Material and methods: Prospective, cohort, and a single-center study included 61 patients whose vancomycin serum levels were measured in steady state. Vancomycin trough levels (C min) that were in the range 15 to 20 µg/mL were considered therapeutic and trough levels higher than 15 µg/mL were considered potentially nephrotoxic.
Results: In the group of patients with severe hypoalbuminemia, C min was significantly higher compared to the those with nonsevere hypoalbuminemia (>25 mg/L; 23.04 [19.14] vs 13.28 [11.28], P = .01). In the group of patients who received the vancomycin loading dose of 2 g, C min was significantly higher in patients with severe hypoalbuminemia compared to the patients with nonsevere hypoalbuminemia (34.52 [25.93] vs 15.37 [10.48], P = .04).
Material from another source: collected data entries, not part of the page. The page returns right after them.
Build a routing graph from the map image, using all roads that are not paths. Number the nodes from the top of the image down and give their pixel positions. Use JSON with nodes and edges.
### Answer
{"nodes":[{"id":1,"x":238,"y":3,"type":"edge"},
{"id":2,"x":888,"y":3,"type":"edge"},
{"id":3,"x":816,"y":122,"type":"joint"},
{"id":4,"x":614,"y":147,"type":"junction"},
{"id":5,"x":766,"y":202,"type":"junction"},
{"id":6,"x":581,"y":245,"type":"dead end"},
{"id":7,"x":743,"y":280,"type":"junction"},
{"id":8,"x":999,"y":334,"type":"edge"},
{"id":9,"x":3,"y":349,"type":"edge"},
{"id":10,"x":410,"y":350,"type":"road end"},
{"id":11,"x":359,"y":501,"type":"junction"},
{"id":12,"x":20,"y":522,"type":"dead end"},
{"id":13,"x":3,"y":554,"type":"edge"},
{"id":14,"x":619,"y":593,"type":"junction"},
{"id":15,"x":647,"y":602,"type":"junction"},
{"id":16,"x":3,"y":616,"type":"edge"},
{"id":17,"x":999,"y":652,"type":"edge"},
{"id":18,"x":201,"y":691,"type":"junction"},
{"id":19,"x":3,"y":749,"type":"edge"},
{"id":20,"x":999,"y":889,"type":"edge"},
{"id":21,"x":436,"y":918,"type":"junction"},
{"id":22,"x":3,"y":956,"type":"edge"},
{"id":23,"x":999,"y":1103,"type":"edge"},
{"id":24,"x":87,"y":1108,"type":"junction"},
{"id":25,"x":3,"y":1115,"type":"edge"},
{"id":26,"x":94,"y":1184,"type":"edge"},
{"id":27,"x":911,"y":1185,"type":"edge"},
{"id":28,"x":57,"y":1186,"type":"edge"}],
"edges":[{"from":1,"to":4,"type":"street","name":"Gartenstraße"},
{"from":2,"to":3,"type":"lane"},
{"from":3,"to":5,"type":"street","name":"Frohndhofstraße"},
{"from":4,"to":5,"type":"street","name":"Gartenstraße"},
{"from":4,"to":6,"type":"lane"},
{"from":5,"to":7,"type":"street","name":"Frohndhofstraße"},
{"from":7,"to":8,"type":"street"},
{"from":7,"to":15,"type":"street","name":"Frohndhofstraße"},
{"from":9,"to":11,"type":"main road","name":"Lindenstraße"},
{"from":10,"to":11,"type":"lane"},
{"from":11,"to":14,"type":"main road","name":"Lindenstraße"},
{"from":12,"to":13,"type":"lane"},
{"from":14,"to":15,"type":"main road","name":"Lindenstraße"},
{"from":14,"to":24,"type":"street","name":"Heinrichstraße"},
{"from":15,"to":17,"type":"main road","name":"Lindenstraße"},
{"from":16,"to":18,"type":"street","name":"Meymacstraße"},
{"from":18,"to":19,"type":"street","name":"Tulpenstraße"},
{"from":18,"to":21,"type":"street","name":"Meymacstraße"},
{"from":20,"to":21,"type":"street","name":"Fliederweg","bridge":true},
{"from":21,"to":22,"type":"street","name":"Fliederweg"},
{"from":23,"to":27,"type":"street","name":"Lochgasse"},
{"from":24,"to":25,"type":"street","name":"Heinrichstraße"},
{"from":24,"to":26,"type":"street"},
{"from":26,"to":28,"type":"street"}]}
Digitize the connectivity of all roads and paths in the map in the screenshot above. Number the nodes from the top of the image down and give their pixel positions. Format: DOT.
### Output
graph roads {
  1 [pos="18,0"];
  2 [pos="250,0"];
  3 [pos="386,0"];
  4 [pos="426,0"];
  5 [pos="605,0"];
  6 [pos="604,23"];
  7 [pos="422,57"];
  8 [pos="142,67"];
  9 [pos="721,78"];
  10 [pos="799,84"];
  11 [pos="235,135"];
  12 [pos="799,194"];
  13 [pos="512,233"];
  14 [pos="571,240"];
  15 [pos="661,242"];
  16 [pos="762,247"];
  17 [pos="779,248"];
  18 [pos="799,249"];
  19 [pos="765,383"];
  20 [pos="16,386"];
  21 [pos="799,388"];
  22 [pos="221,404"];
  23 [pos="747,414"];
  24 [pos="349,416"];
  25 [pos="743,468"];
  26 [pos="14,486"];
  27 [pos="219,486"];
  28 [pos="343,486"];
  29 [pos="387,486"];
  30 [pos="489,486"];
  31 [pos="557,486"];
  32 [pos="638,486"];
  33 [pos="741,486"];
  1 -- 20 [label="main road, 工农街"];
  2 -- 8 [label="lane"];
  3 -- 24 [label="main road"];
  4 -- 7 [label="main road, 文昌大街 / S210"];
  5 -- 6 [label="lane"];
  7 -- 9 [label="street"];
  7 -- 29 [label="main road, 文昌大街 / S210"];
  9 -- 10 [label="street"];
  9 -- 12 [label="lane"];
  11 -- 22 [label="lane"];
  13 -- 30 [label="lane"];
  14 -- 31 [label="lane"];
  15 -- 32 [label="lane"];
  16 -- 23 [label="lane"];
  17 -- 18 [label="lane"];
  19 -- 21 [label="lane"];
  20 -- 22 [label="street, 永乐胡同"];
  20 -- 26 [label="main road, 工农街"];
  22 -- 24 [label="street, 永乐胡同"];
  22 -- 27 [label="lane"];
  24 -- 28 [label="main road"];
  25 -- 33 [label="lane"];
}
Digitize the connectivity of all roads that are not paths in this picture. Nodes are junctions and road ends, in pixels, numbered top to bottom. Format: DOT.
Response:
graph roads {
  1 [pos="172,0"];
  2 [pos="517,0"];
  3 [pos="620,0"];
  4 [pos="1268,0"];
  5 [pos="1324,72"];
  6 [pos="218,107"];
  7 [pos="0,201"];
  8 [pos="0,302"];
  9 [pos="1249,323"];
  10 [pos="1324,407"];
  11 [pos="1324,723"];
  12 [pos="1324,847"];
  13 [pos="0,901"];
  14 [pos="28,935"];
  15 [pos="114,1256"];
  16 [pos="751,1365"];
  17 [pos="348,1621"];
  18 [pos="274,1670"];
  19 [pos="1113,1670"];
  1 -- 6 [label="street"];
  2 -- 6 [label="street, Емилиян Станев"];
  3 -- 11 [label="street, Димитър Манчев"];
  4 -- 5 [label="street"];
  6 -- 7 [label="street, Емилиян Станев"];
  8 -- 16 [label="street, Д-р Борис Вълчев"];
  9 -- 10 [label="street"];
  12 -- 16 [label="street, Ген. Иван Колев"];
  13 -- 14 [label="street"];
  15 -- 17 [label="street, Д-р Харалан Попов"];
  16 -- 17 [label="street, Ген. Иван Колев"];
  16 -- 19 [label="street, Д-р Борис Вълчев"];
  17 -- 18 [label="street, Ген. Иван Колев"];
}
Conclusion: In critically ill septic patients with severe hypoalbuminemia, there is a high probability that the loading dose of vancomycin is not necessary since it is associated with potentially toxic vancomycin C min, while in the patients with nonsevere hypoalbuminemia the loading dose may be necessary to achieving therapeutic C min.
Keywords: critical illness; sepsis; severe hypoalbuminemia; therapeutic drug monitoring; vancomycin.